Hannah Rosin wants to know what it means that three men in Aurora, Colorado took bullets to protect their girlfriends.
She answers correcty that these men were manifesting a primal male instinct: to protect women.
In her words:
In the movies the Dark Knight does not always save his lady, but in the Aurora theater the story unfolded differently. The male instinct to rescue and protect kicked in the way it does in less complicated superhero tales.
Throwing your body in front of your girlfriend when people all around you are getting shot is an instinct that's basic….
This implies that anyone who believes that the male instinct to protect women is a social construct is wrong. Not just wrong, but at war with human nature.
Also, those who had previously believed that men were fundamentally abusive toward women might now want to revise their views.
The male instinct to protect means that female life is more valuable than male life. Thus, men fight wars, first, because they are intrinsically stronger, and second, because they are more easily replaceable.
The concept is based on the Darwinian calculus of reproduction.
Rosin is correct to call it instinct, but she enters a more murky territory when she seems to be surprised that it has not gone the way of that other important male instinct, the breadwinner instinct.
Writing about a woman who is describing her heroic boyfriend, Rosin gets lost in a peculiar feminist reverie.
In Rosin’s words:
She [the woman] attributed that to his undying heroism, but it may also have to do with the fact that he, like a few guys in the theater, was working at Target and surely not making enough money to support one family, much less two. Young, meanwhile, had just finished getting her veterinarian degree, becoming the latest in an onslaught of women who have taken over that lucrative profession, which was not very long ago dominated by men.
In Aurora Colorado and in many communities across America men are no longer the breadwinners. They earn less, have less glowing career prospects, and are reduced to working at Target [presumably a menial job] while their girlfriends become veterinarians.
Rosin seems to see the male instinct to protect women as a quaint relic, the last piece of manly behavior that feminism has not managed to subvert.

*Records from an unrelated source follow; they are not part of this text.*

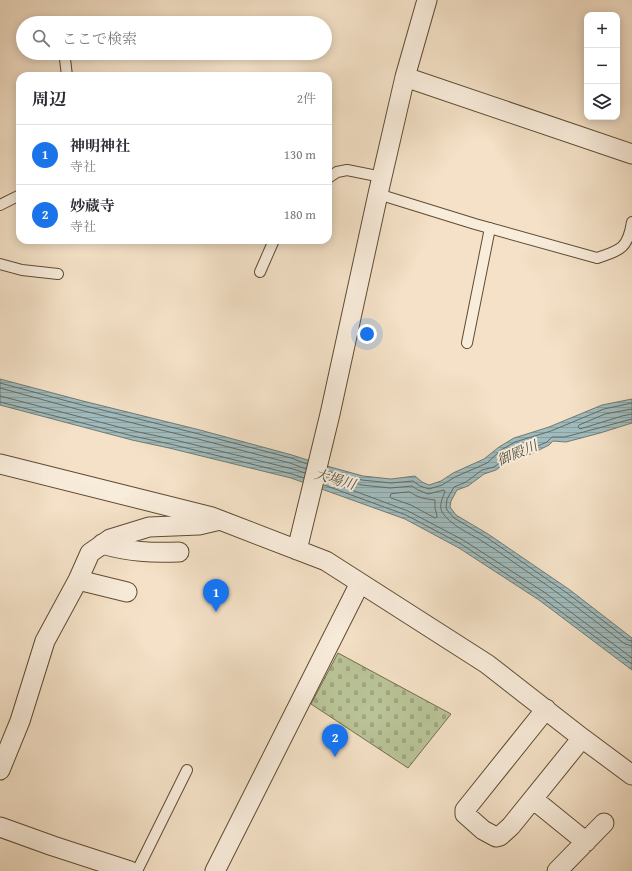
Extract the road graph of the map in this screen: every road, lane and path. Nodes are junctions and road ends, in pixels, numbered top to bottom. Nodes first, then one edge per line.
1 (427, 0) edge
2 (65, 60) edge
3 (67, 72) edge
4 (405, 77) junction
5 (632, 154) edge
6 (332, 175) edge
7 (380, 185) junction
8 (16, 197) edge
9 (0, 205) edge
10 (632, 222) edge
11 (490, 228) junction
12 (272, 244) edge
13 (0, 264) edge
14 (260, 272) dead end
15 (58, 274) dead end
16 (468, 343) dead end
17 (0, 464) edge
18 (219, 520) junction
19 (102, 544) junction
20 (299, 545) junction
21 (179, 552) dead end
22 (78, 580) junction
23 (360, 583) junction
24 (127, 592) dead end
25 (546, 709) junction
26 (582, 738) junction
27 (0, 770) edge
28 (187, 770) dead end
29 (632, 775) edge
30 (533, 798) junction
31 (604, 823) dead end
32 (0, 827) edge
33 (586, 842) junction
34 (130, 871) edge
35 (137, 871) edge
36 (215, 871) edge
37 (556, 871) edge

1 - 4 street
2 - 3 lane
4 - 5 street
4 - 7 street
6 - 7 lane
7 - 11 lane
7 - 20 street
8 - 9 lane
10 - 11 lane
11 - 16 lane
12 - 14 lane
13 - 15 lane
17 - 18 street
18 - 19 street
18 - 20 street
19 - 21 street
19 - 22 street
20 - 23 street
22 - 24 street
22 - 27 street
23 - 25 street
23 - 36 street
25 - 26 street
25 - 30 street
26 - 29 street
26 - 30 street
28 - 35 lane
30 - 33 street
31 - 33 street
32 - 34 street
33 - 37 street

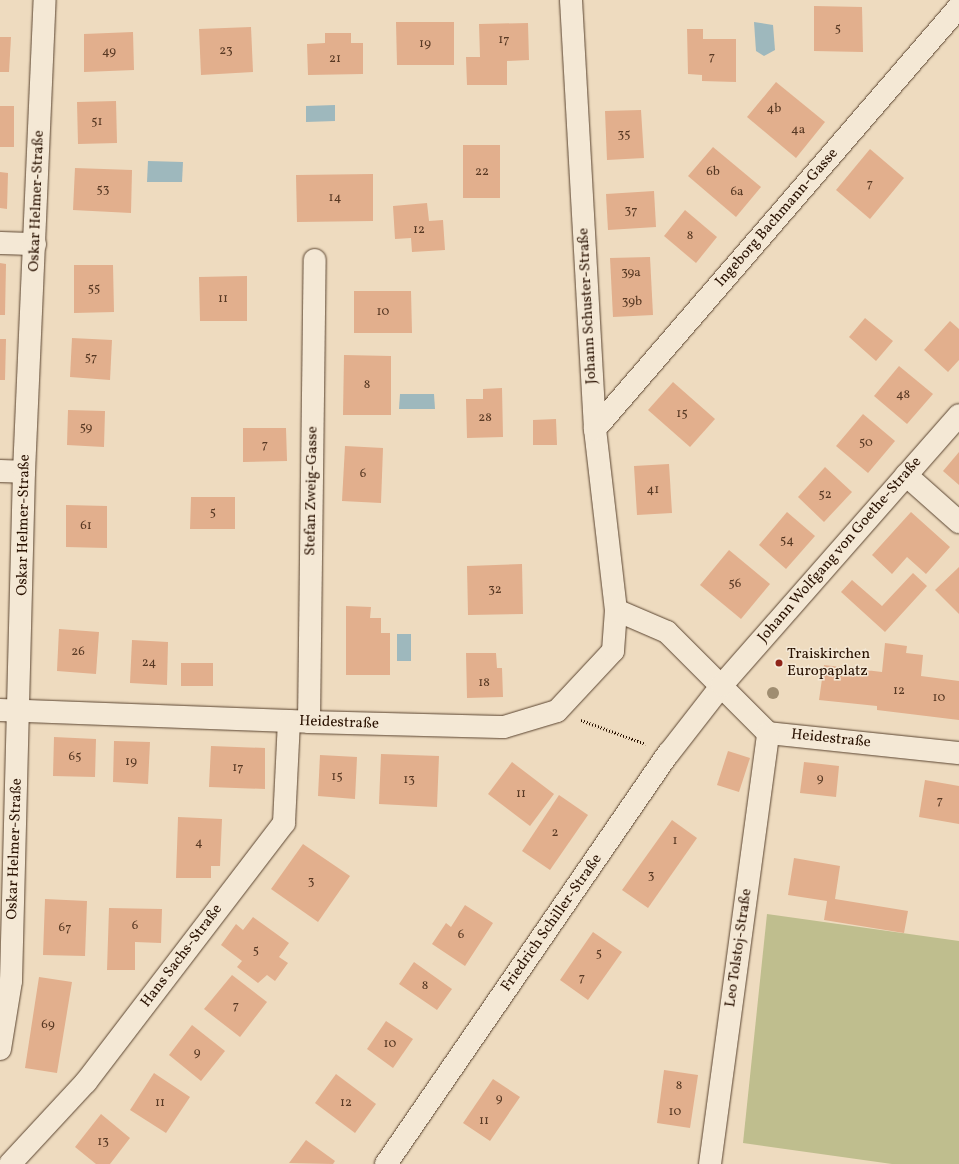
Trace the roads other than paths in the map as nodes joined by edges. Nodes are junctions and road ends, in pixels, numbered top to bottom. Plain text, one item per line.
1 (45, 0) edge
2 (571, 0) edge
3 (959, 7) edge
4 (0, 243) edge
5 (35, 244) junction
6 (315, 260) dead end
7 (959, 415) edge
8 (595, 429) junction
9 (0, 471) edge
10 (24, 472) junction
11 (906, 475) junction
12 (959, 522) edge
13 (616, 610) junction
14 (722, 685) junction
15 (10, 710) edge
16 (557, 711) joint
17 (299, 722) junction
18 (768, 733) junction
19 (959, 753) edge
20 (6, 981) edge
21 (0, 1049) edge
22 (10, 1164) edge
23 (386, 1164) edge
24 (710, 1164) edge

1 - 5 street, Oskar Helmer-Straße
2 - 8 street, Johann Schuster-Straße
3 - 8 street, Ingeborg Bachmann-Gasse
4 - 5 street
5 - 10 street, Oskar Helmer-Straße
6 - 17 street, Stefan Zweig-Gasse
7 - 11 street, Johann Wolfgang von Goethe-Straße
8 - 13 street, Johann Schuster-Straße
9 - 10 street
10 - 15 street, Oskar Helmer-Straße
11 - 12 street
11 - 14 street, Johann Wolfgang von Goethe-Straße
13 - 14 street
13 - 16 street, Johann Schuster-Straße
14 - 18 street
14 - 23 street, Friedrich Schiller-Straße
15 - 17 street, Heidestraße
15 - 20 street, Oskar Helmer-Straße
16 - 17 street, Heidestraße
17 - 22 street, Hans Sachs-Straße
18 - 19 street, Heidestraße
18 - 24 street, Leo Tolstoj-Straße
20 - 21 street, Oskar Helmer-Straße

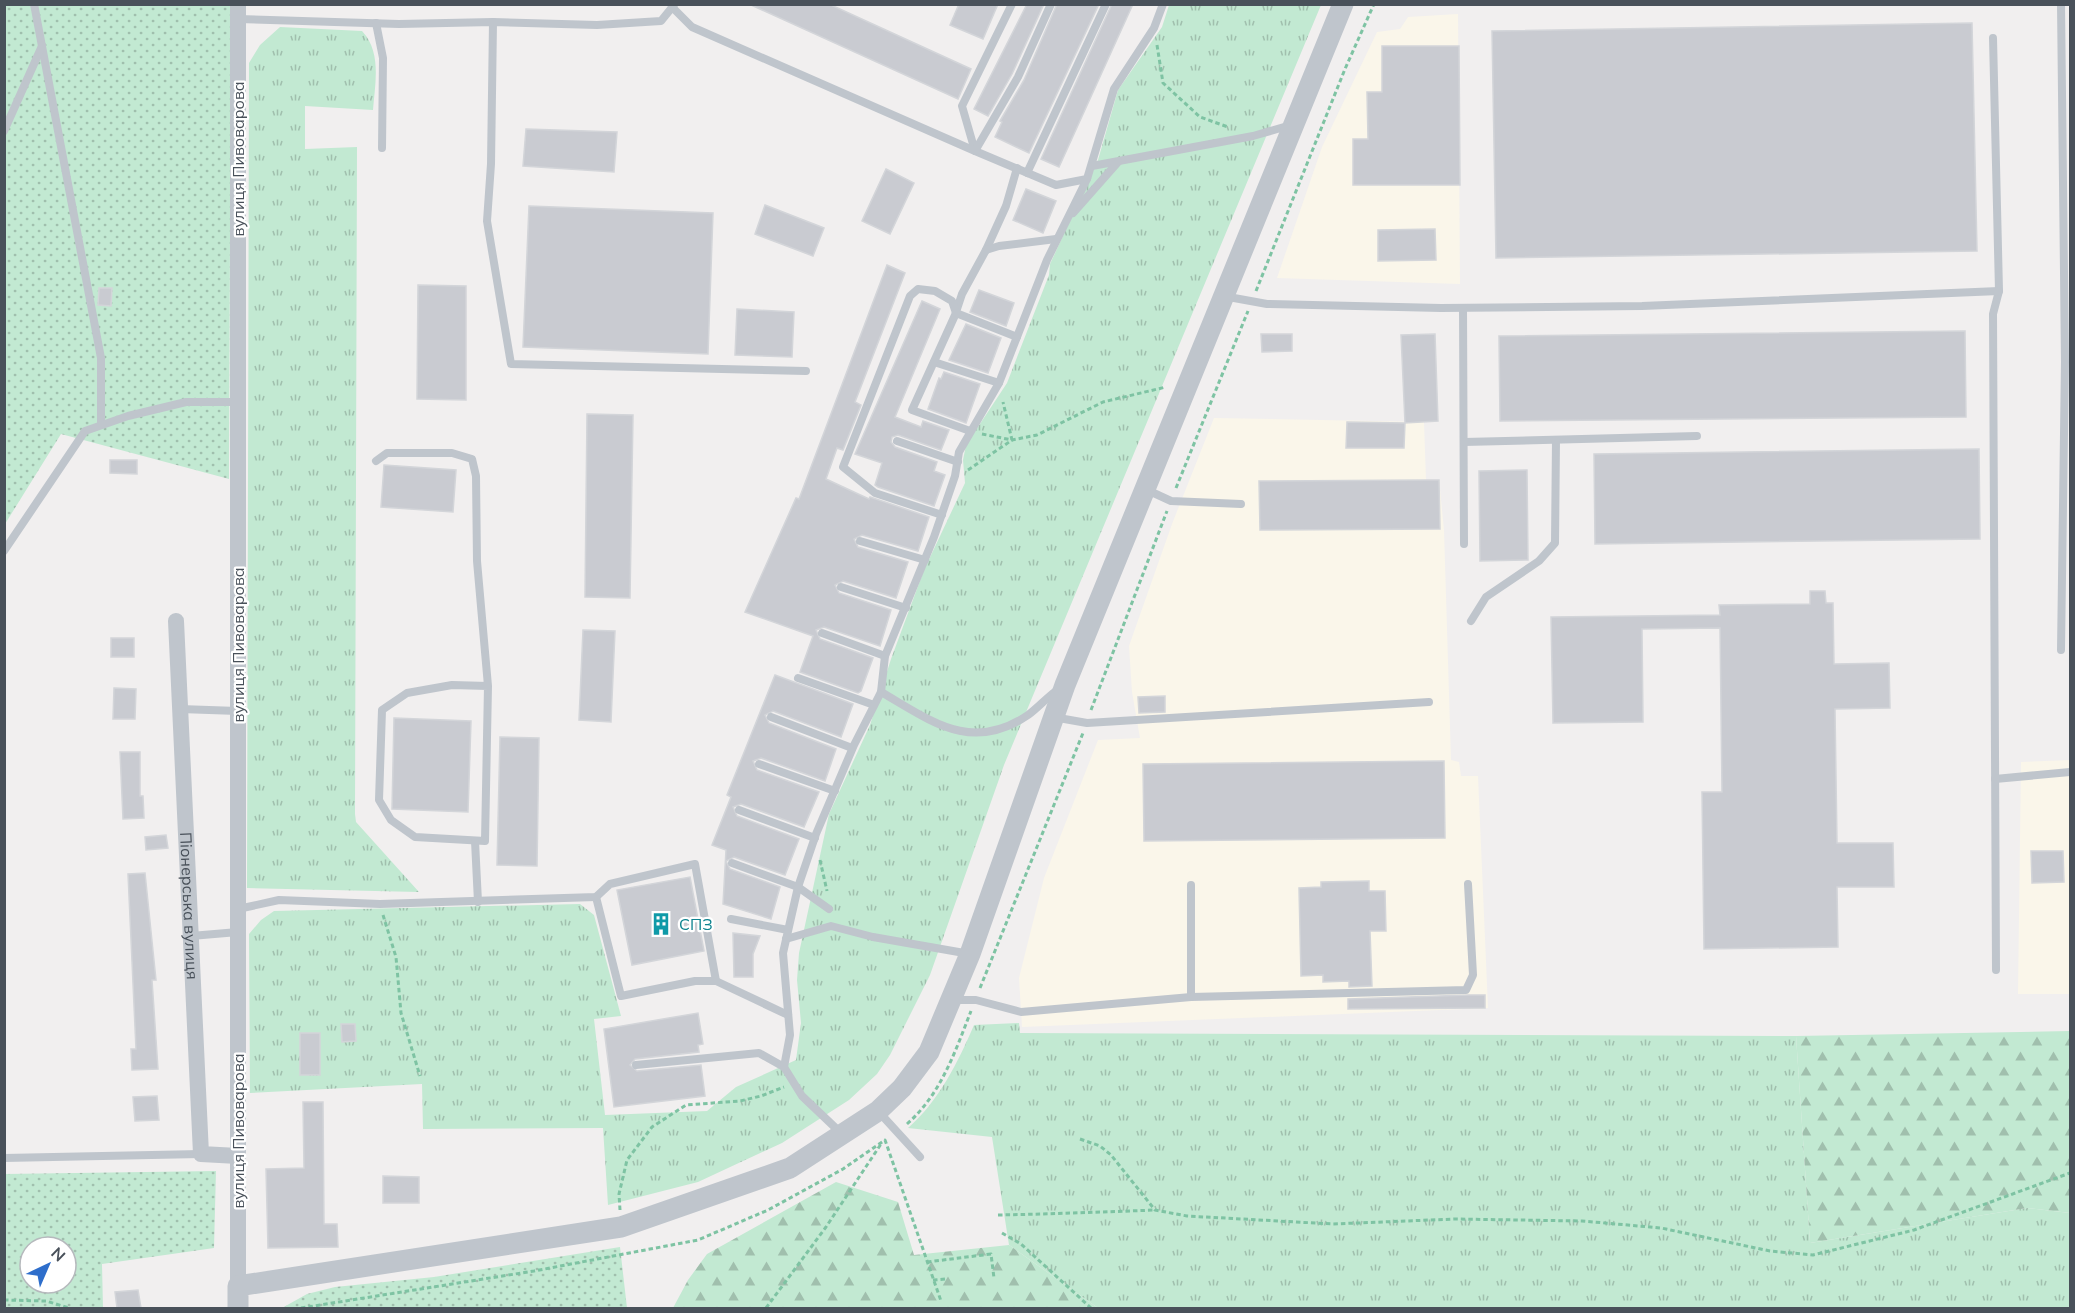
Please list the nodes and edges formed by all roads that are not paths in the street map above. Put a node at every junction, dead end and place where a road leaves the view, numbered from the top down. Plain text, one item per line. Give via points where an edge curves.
1 (34, 4) edge
2 (1012, 4) edge
3 (1051, 4) edge
4 (1106, 4) edge
5 (1163, 4) edge
6 (1343, 4) edge
7 (2061, 4) edge
8 (673, 6) edge
9 (238, 12) edge
10 (493, 22) junction
11 (376, 23) junction
12 (1993, 38) dead end
13 (42, 46) junction
14 (1294, 124) junction
15 (4, 131) edge
16 (382, 148) dead end
17 (975, 151) junction
18 (1118, 161) junction
19 (1092, 166) junction
20 (1017, 168) junction
21 (1028, 173) junction
22 (1087, 179) junction
23 (1064, 222) junction
24 (1056, 239) junction
25 (986, 250) junction
26 (1999, 291) junction
27 (1222, 296) junction
28 (1463, 308) junction
29 (956, 313) junction
30 (1017, 337) junction
31 (934, 362) junction
32 (2068, 362) edge
33 (806, 371) dead end
34 (999, 383) junction
35 (238, 402) junction
36 (101, 425) junction
37 (970, 431) junction
38 (1696, 436) dead end
39 (1556, 440) junction
40 (897, 441) dead end
41 (1464, 442) junction
42 (376, 461) dead end
43 (958, 462) junction
44 (1145, 489) junction
45 (1241, 504) dead end
46 (942, 515) junction
47 (860, 541) dead end
48 (1464, 544) dead end
49 (4, 550) edge
50 (925, 560) junction
51 (841, 586) dead end
52 (906, 608) junction
53 (176, 621) dead end
54 (1472, 621) dead end
55 (822, 633) dead end
56 (2061, 650) dead end
57 (885, 656) junction
58 (798, 678) dead end
59 (1065, 685) junction
60 (488, 686) junction
61 (881, 692) junction
62 (1430, 702) dead end
63 (874, 705) junction
64 (180, 709) junction
65 (238, 711) junction
66 (771, 717) dead end
67 (1053, 717) junction
68 (852, 748) junction
69 (759, 764) dead end
70 (2070, 772) edge
71 (1995, 779) junction
72 (835, 791) junction
73 (739, 810) dead end
74 (815, 838) junction
75 (475, 841) junction
76 (732, 863) dead end
77 (1468, 884) dead end
78 (1191, 885) dead end
79 (798, 887) junction
80 (596, 897) junction
81 (478, 902) junction
82 (238, 909) junction
83 (829, 909) road end
84 (731, 919) dead end
85 (238, 932) junction
86 (787, 934) junction
87 (191, 936) junction
88 (970, 954) junction
89 (1996, 970) dead end
90 (716, 981) junction
91 (1191, 997) junction
92 (950, 1000) junction
93 (788, 1015) junction
94 (636, 1065) dead end
95 (784, 1067) junction
96 (878, 1111) junction
97 (843, 1135) junction
98 (201, 1154) junction
99 (238, 1156) junction
100 (920, 1157) dead end
101 (4, 1158) edge
102 (238, 1286) junction
103 (238, 1308) edge

1 - 13 lane
2 - 17 lane via 962,106
3 - 17 lane via 1018,77
4 - 21 lane
5 - 19 lane via 1154,28 1114,89
6 - 14 street
7 - 32 lane
8 - 10 lane via 661,21 597,25
8 - 17 lane via 692,27
9 - 11 lane
9 - 35 street, вулиця Пивоварова
10 - 11 lane
10 - 33 lane via 487,221 511,364
11 - 16 lane via 383,58
12 - 26 lane
13 - 15 lane
13 - 36 lane via 101,358
14 - 18 lane via 1253,136
14 - 27 street
17 - 20 lane
18 - 19 lane
18 - 23 lane
19 - 22 lane
20 - 21 lane
20 - 25 lane via 1002,217
21 - 22 lane via 1056,185
22 - 23 lane
23 - 24 lane
24 - 25 lane
24 - 30 lane
25 - 29 lane
26 - 28 lane via 1642,306
26 - 71 lane via 1993,314
27 - 28 lane via 1252,302
27 - 44 street
28 - 41 lane
29 - 30 lane
29 - 31 lane
29 - 46 lane via 952,301 935,291 918,289 910,296 843,467 875,493
30 - 34 lane
31 - 34 lane
31 - 37 lane via 912,410
32 - 56 lane
34 - 37 lane
35 - 36 lane via 186,402
35 - 65 street, вулиця Пивоварова
36 - 49 lane via 85,431
37 - 43 lane
38 - 39 lane
39 - 41 lane
39 - 54 lane via 1555,543 1539,561 1486,597
40 - 43 lane
41 - 48 lane
42 - 60 lane via 387,453 452,453 472,459 477,476 477,561
43 - 46 lane
44 - 45 lane via 1171,501
44 - 59 street
46 - 50 lane
47 - 50 lane
50 - 52 lane
51 - 52 lane
52 - 57 lane
53 - 64 street, Піонерська вулиця
55 - 57 lane
57 - 61 lane
58 - 63 lane
59 - 61 lane via 1018,720 998,729 960,733 938,725
59 - 67 street
60 - 75 lane via 485,841
60 - 75 lane via 452,685 407,693 382,710 380,800 391,820 415,837
61 - 63 lane
62 - 67 lane via 1087,723
63 - 68 lane
64 - 65 lane
64 - 87 street, Піонерська вулиця
65 - 82 street, вулиця Пивоварова
66 - 68 lane
67 - 88 street
68 - 72 lane
69 - 72 lane
70 - 71 lane
71 - 89 lane
72 - 74 lane
73 - 74 lane
74 - 79 lane
75 - 81 lane
76 - 79 lane
77 - 91 lane via 1473,975 1466,990
78 - 91 lane
79 - 83 lane
79 - 86 lane
80 - 81 lane
80 - 90 lane via 621,996 695,981
80 - 90 lane via 610,884 695,864
81 - 82 lane via 279,900
82 - 85 street, вулиця Пивоварова
84 - 86 lane
85 - 87 lane
85 - 99 street, вулиця Пивоварова
86 - 88 lane via 831,926
86 - 93 lane via 783,954
87 - 98 street, Піонерська вулиця
88 - 92 street
90 - 93 lane
91 - 92 lane via 1021,1012 976,1000
92 - 96 street via 929,1052
93 - 95 lane via 790,1035
94 - 95 lane via 759,1053
95 - 97 lane via 802,1096
96 - 97 street
96 - 100 lane
97 - 102 street via 790,1168 621,1227
98 - 99 street
98 - 101 lane
99 - 102 street, вулиця Пивоварова
102 - 103 street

When the subject is discussed, most people say that the role of the male breadwinner was damaged by shrinking manufacturing and by outsourcing.
And yet, the result correlates so well with feminist ideology that you might be forgiven for believing that American culture, beginning with the educational establishment, has systematically undermined and repressed men in favor of women.
It’s certainly not an equality issue. It’s about favoring one group over another. And then wondering why so many men abandon their children.
Recently, Susan Gregory Thomas reported on the phenomenon of the female breadwinner in the Wall Street Journal.
In her words:
Perhaps because men of this generation were raised in the wake of the women's movement, a culture that introduced values of equality, many of them don't seem to have a problem with their wives earning more than they do.
There's one caveat, though: The men want their own salaries alone to be enough, in theory, to float the family. When they can't meet this standard, they can feel enraged, shamed, explosive. And their wives often feel resentful and pressured.
Men do not have a problem with women making more money if they themselves make enough money to qualify as breadwinners.
If not, they become hostile and abusive, “enraged” and “explosive.”
In other cases they simply walk away from their responsibilities to their families. They learned in school that women need men like fish need bicycles, so, why should they stick around when they are neither needed nor wanted.
Needless to say, it’s a volatile mix.
The meaning, however, is clear. In a world where feminist ideology has succeeded in depriving men of the role of provider, this fact, in and of itself, makes men more hostile toward women.
In a world that feminism wants to create there will be more, not less, male hostility toward women.
But, despite it all, in time of trouble a man will fall back on his instincts to protect his woman.